Goal of the exercise —
Every line of the material that includes the word "lane" is to be shown.

Given records —
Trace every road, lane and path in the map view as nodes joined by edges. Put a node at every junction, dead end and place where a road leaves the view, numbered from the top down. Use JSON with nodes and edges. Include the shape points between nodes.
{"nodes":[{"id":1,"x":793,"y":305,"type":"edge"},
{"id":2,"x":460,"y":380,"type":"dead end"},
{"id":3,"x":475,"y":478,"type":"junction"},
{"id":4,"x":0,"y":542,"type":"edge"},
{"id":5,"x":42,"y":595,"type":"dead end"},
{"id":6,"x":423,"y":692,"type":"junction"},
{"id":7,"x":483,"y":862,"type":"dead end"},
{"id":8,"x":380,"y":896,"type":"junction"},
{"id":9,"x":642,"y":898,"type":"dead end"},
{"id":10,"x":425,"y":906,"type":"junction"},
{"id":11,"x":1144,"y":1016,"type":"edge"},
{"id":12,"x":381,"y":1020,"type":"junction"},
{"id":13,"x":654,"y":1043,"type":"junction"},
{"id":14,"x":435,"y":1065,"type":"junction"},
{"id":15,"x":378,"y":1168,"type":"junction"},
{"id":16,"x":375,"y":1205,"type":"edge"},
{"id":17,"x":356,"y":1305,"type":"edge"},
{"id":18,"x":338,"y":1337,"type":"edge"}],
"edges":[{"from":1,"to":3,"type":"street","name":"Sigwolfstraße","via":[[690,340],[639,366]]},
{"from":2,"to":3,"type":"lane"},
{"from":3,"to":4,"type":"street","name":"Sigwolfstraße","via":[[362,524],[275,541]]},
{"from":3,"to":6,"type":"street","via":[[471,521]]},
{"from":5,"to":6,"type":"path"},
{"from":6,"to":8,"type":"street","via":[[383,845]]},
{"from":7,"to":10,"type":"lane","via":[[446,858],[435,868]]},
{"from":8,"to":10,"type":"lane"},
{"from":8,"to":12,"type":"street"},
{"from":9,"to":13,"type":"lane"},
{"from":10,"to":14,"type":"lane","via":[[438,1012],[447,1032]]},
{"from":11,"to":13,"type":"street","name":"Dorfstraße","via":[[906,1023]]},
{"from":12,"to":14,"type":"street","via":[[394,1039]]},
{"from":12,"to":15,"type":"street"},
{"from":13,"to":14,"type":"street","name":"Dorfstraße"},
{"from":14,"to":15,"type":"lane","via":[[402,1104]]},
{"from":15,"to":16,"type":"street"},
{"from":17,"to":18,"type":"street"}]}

Answer box —
Trace every road, lane and path in the map view as nodes joined by edges. Put a node at every junction, dead end and place where a road leaves the view, numbered from the top down. Use JSON with nodes and edges. Include the shape points between nodes.
{"from":2,"to":3,"type":"lane"},
{"from":7,"to":10,"type":"lane","via":[[446,858],[435,868]]},
{"from":8,"to":10,"type":"lane"},
{"from":9,"to":13,"type":"lane"},
{"from":10,"to":14,"type":"lane","via":[[438,1012],[447,1032]]},
{"from":14,"to":15,"type":"lane","via":[[402,1104]]},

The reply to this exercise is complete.